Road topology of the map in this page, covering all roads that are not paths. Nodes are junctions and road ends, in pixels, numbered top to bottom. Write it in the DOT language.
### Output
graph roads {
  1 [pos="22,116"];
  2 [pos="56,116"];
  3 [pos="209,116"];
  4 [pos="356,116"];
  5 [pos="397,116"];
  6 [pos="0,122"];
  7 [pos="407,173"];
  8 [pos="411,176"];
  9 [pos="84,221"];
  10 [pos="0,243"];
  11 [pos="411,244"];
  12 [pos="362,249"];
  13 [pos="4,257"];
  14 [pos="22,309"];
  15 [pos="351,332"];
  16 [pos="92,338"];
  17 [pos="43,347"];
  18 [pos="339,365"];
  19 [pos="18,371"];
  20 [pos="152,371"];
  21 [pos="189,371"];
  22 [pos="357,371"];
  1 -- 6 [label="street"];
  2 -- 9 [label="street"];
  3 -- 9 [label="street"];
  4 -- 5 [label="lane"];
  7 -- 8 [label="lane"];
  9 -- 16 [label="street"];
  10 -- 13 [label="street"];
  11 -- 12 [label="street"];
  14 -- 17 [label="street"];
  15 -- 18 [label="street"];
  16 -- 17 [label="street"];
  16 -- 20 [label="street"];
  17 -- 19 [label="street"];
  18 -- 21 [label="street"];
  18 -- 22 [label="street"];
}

======

** THE TASK **
Keeping each word as it stands, transcribe every entry.

** EXERCISE RESPONSE **
Road topology of the map in this page, covering all roads that are not paths. Nodes are junctions and road ends, in pixels, numbered top to bottom. Write it in the DOT language.
### Output
graph roads {
  1 [pos="22,116"];
  2 [pos="56,116"];
  3 [pos="209,116"];
  4 [pos="356,116"];
  5 [pos="397,116"];
  6 [pos="0,122"];
  7 [pos="407,173"];
  8 [pos="411,176"];
  9 [pos="84,221"];
  10 [pos="0,243"];
  11 [pos="411,244"];
  12 [pos="362,249"];
  13 [pos="4,257"];
  14 [pos="22,309"];
  15 [pos="351,332"];
  16 [pos="92,338"];
  17 [pos="43,347"];
  18 [pos="339,365"];
  19 [pos="18,371"];
  20 [pos="152,371"];
  21 [pos="189,371"];
  22 [pos="357,371"];
  1 -- 6 [label="street"];
  2 -- 9 [label="street"];
  3 -- 9 [label="street"];
  4 -- 5 [label="lane"];
  7 -- 8 [label="lane"];
  9 -- 16 [label="street"];
  10 -- 13 [label="street"];
  11 -- 12 [label="street"];
  14 -- 17 [label="street"];
  15 -- 18 [label="street"];
  16 -- 17 [label="street"];
  16 -- 20 [label="street"];
  17 -- 19 [label="street"];
  18 -- 21 [label="street"];
  18 -- 22 [label="street"];
}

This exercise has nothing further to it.